The district also clings to the fiction that the so-called “Caddo Plan” will be the basis of improvement plans for the schools and that the state should pony up for its additional expenditures. As noted previously, the idea calling for academic-themed schools, an opportunity to change personnel among schools, and increased technology expenditures only tangentially addresses the real problems hampering achievement at these schools and stands little chance of making any substantive improvement. In any event, the strictures of the memorandums of understanding the state has presented to the District indicate major modifications of the plan would be needed for it to be accepted by the state.

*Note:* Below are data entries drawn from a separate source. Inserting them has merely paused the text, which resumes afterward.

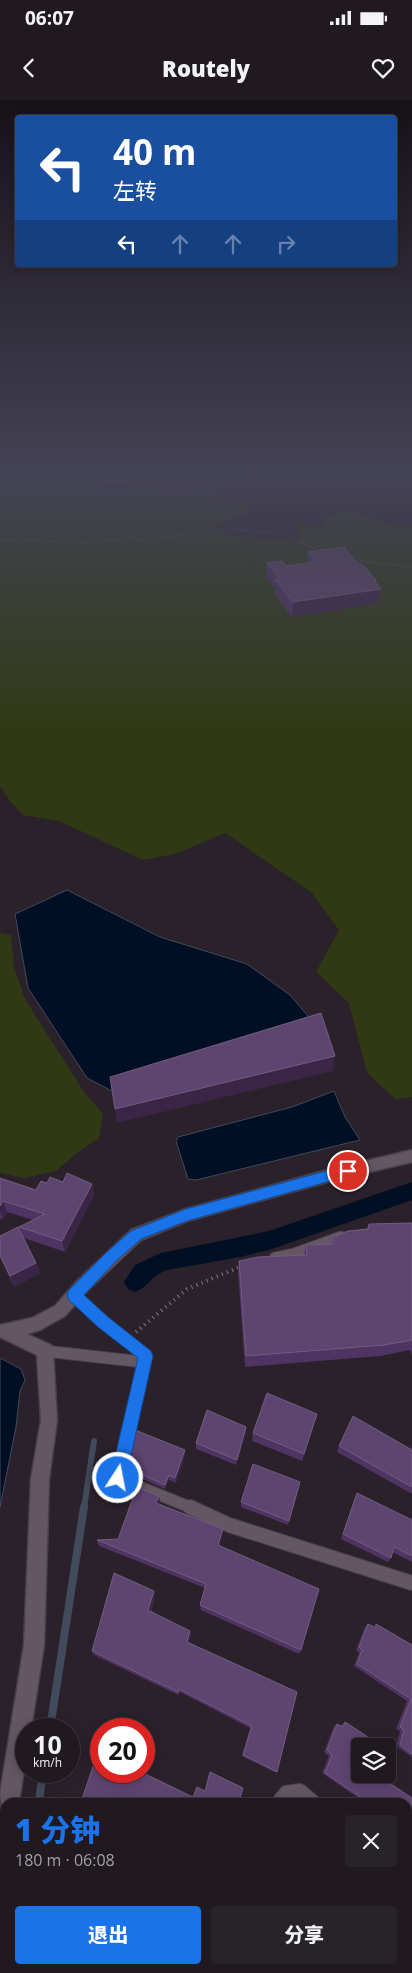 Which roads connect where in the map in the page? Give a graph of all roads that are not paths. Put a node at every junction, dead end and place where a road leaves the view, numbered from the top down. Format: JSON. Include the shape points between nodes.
{"nodes":[{"id":1,"x":412,"y":1156,"type":"edge"},
{"id":2,"x":355,"y":1231,"type":"edge"},
{"id":3,"x":240,"y":1267,"type":"edge"},
{"id":4,"x":74,"y":1295,"type":"junction"},
{"id":5,"x":3,"y":1331,"type":"edge"},
{"id":6,"x":45,"y":1351,"type":"junction"},
{"id":7,"x":143,"y":1362,"type":"junction"},
{"id":8,"x":412,"y":1583,"type":"edge"},
{"id":9,"x":10,"y":1798,"type":"edge"},
{"id":10,"x":282,"y":1798,"type":"edge"},
{"id":11,"x":308,"y":1798,"type":"edge"}],
"edges":[{"from":1,"to":4,"type":"street","via":[[186,1215],[136,1235]]},
{"from":2,"to":3,"type":"lane","via":[[324,1245]]},
{"from":4,"to":5,"type":"street","via":[[60,1311],[34,1325]]},
{"from":4,"to":7,"type":"lane","via":[[146,1356]]},
{"from":5,"to":6,"type":"street"},
{"from":6,"to":7,"type":"lane"},
{"from":6,"to":9,"type":"street","via":[[49,1420],[40,1479],[34,1645]]},
{"from":7,"to":8,"type":"lane","via":[[138,1398],[118,1478],[229,1525]]},
{"from":10,"to":11,"type":"lane","via":[[286,1793],[300,1791]]}]}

And even if some portion of the plan does get adopted, Caddo will have to pay for it. Even as school board members moan and complain about being on the hook for costs, the state showed it did not let go by the fact that the district (by 2007) had a general fund surplus of over $46 million, about a tenth of its yearly spending, in its general fund, and total fund balances of almost $115 million. These balances make the state’s question about why wasn’t money spent years ago to intervene in these schools pertinent, its implication that Caddo can pay the estimated $11 million this year for changes salient, and the excuse given by the District that it needed cash on hand for contingencies questionable.

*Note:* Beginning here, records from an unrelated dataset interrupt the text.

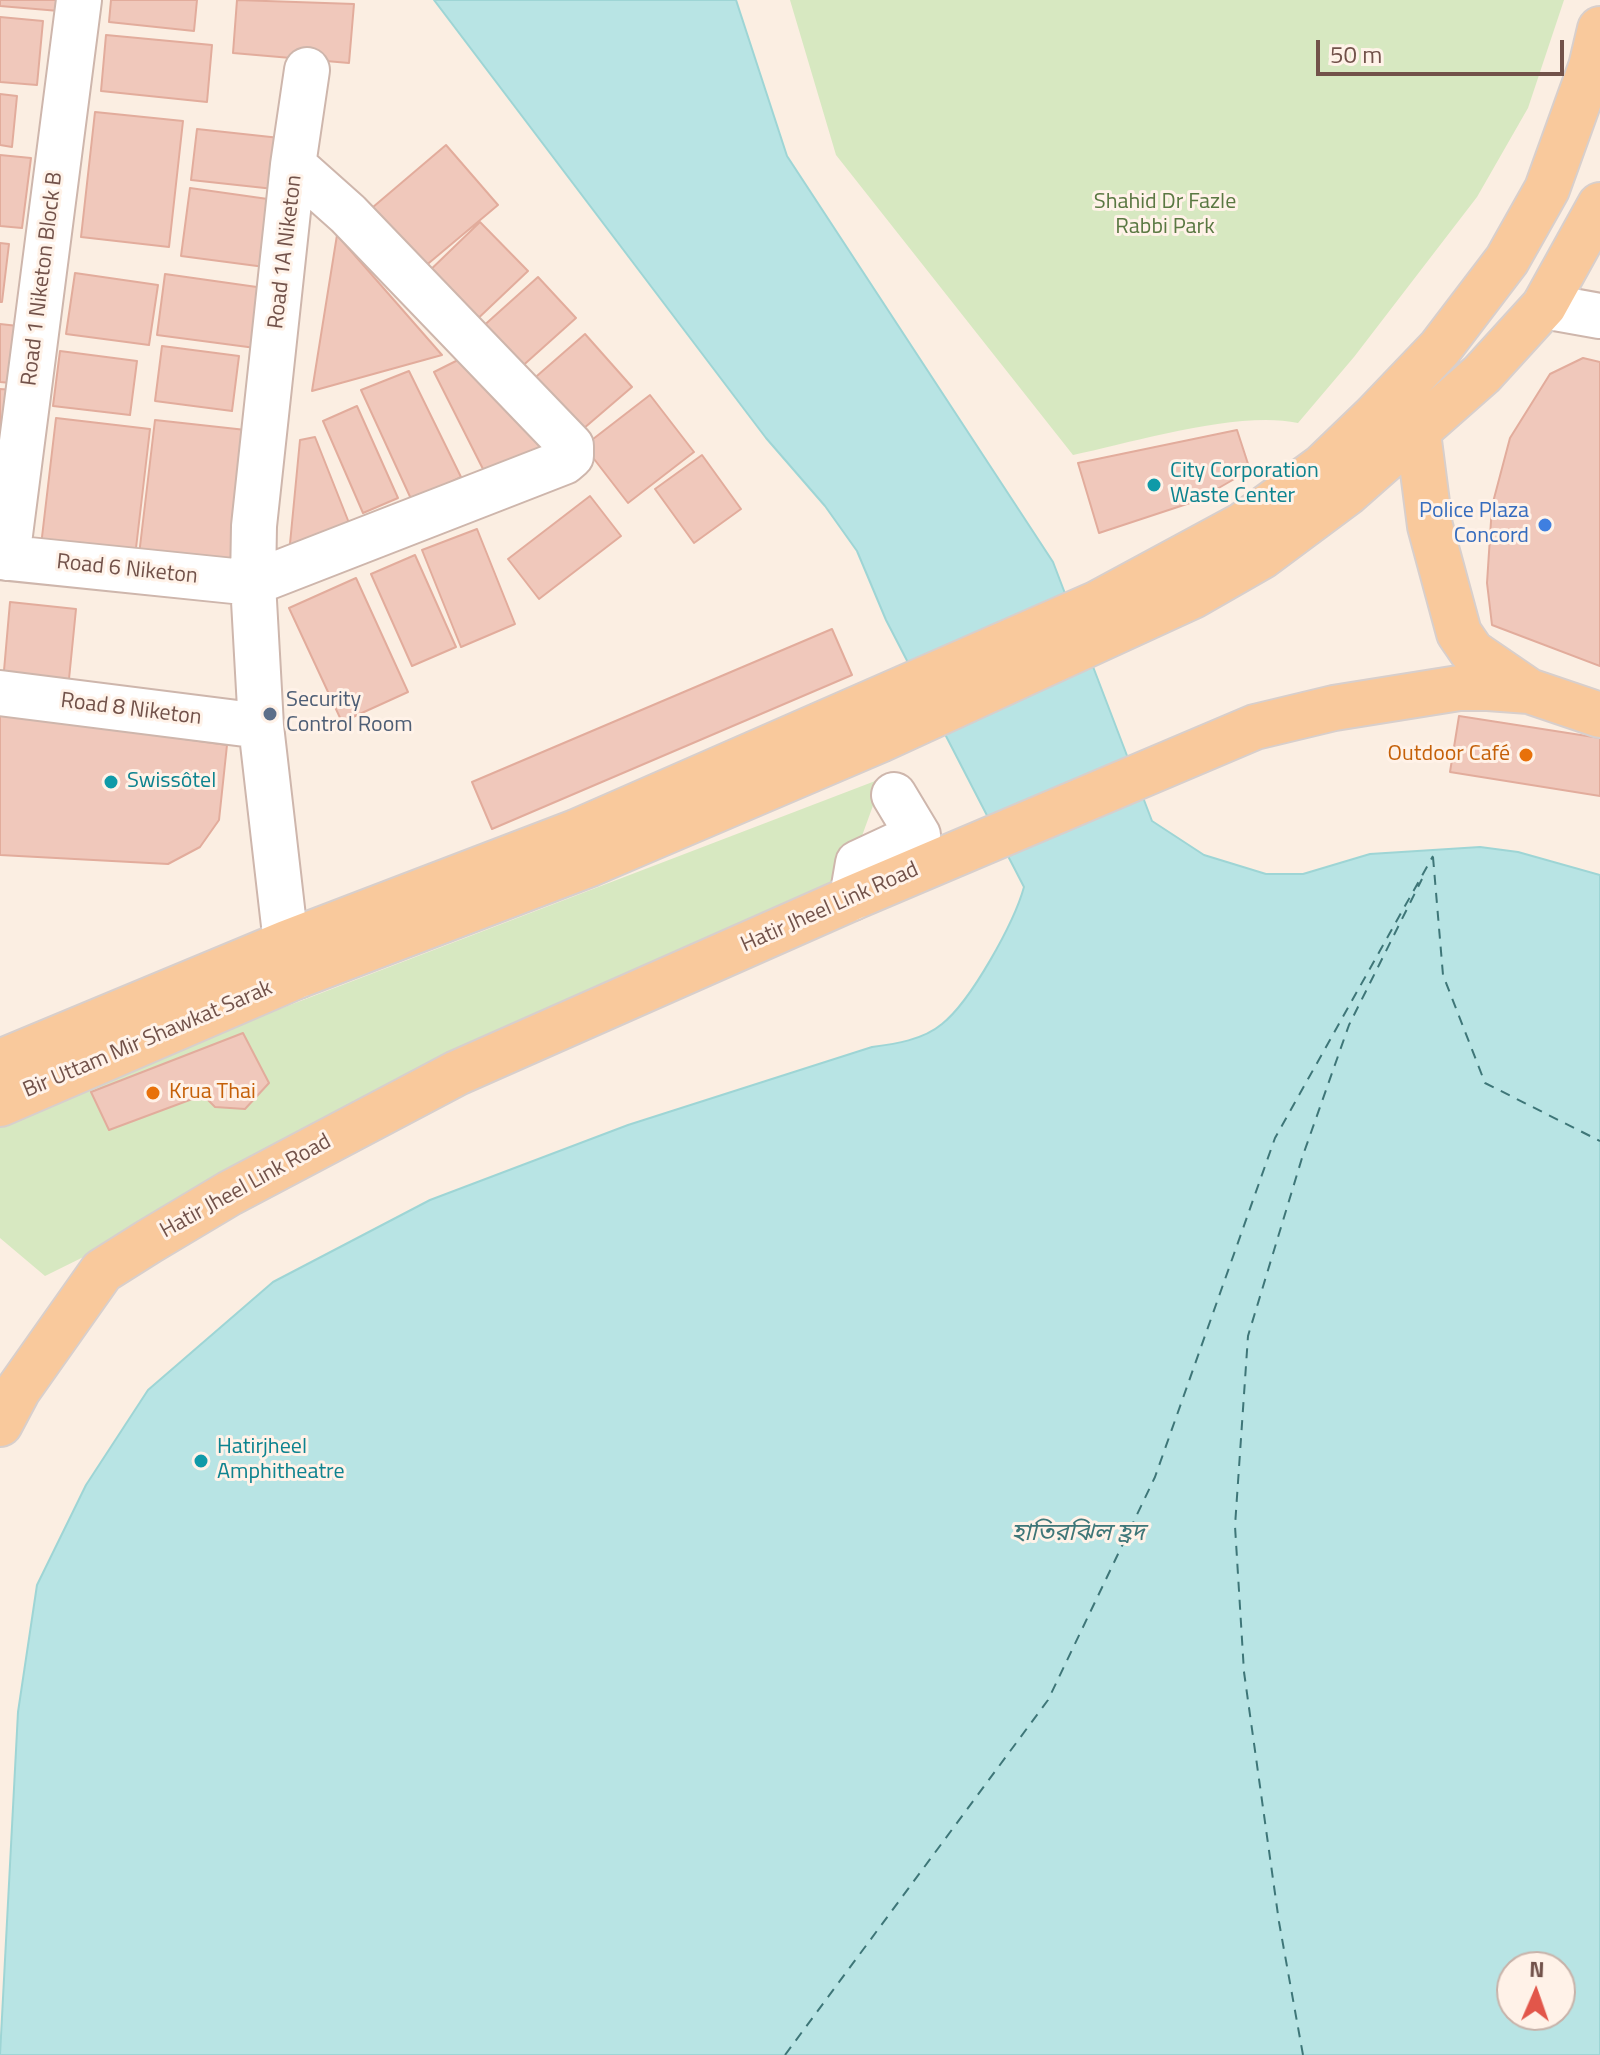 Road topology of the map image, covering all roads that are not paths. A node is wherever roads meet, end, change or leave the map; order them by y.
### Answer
1 (79, 0) edge
2 (1600, 29) edge
3 (307, 70) dead end
4 (293, 165) junction
5 (1600, 205) edge
6 (1544, 306) junction
7 (1600, 316) edge
8 (1389, 401) junction
9 (1418, 433) junction
10 (4, 557) edge
11 (253, 583) junction
12 (1103, 620) junction
13 (1529, 691) junction
14 (0, 693) edge
15 (1600, 715) edge
16 (261, 726) junction
17 (894, 795) dead end
18 (852, 898) junction
19 (291, 959) junction
20 (0, 1062) edge
21 (0, 1104) edge
22 (102, 1271) junction
23 (0, 1371) edge
24 (0, 1424) edge

1 - 10 street, Road 1 Niketon Block B
2 - 8 main road
3 - 4 street
4 - 11 street, Road 1A Niketon
4 - 11 street, Road 1A Niketon
5 - 6 main road
6 - 7 street
6 - 9 main road
8 - 9 main road
8 - 12 main road
9 - 12 main road
9 - 13 main road
10 - 11 street, Road 6 Niketon
11 - 16 street, Road 1A Niketon
12 - 19 main road
13 - 15 main road, Hatir Jheel Link Road
13 - 18 main road, Hatir Jheel Link Road
14 - 16 street, Road 8 Niketon
16 - 19 street, Road 1A Niketon
17 - 18 street
18 - 22 main road, Hatir Jheel Link Road
19 - 20 main road
19 - 21 main road, Bir Uttam Mir Shawkat Sarak
22 - 23 main road, Hatir Jheel Link Road
22 - 24 main road, Hatir Jheel Link Road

It’s quite clear from some of the comments coming from some Board members that not only do they not get it, but that the attitudes behind these comments demonstrate why the District has been unable to improve these failing schools. District 12 member Dottie Bell screeches about how the state shouldn’t come in and tell “us how we're going to spend our money.” It’s lamentable that even after a few years on the board (and many as a teacher) that Bell doesn’t yet understand that the vast majority of operating funds of Caddo schools come from the state. And it’s never been the district’s or her money to spend, it’s been mostly state taxpayers’.

And District 2 member Eursula Hardy put money before children when she publicly stated that parents should not enroll their children in the new Linwood or Linear not because they are failing schools, but because Caddo would lose money to the Recovery School District as a result. It is these attitudes reminiscent of children playing with toys and refusing to share with others instead of focusing what’s best for children that has gotten education at the schools into its sorry situation.

No doubt unfortunate domestic situations make it tougher to educate effectively, that there are too many incompetent in knowledge and/or methods in these schools, and too many incapable administrators are in place in them, but the fact is the buck stops with the Board. It, and it alone, ultimately is responsible for the quality of education in the district, and any member who throws up his hands and says some kind of extraneous condition made success impossible with these schools needs to tender his resignation now because why else serve in a job where you don’t think you can succeed?

Clearly, the Board has failed in this regard, and throwing a Hail Mary pass called the Caddo Plan doesn’t change this fact. Given its record of non-accomplishment with these schools, it is comical even to suggest that unfettered local governance could do a better job that what the state offers in these desperate situations. Its obstinacy to the change serves it poorly, and it needs to settle down, take its medicine, and with state guidance get on with finally doing its job right.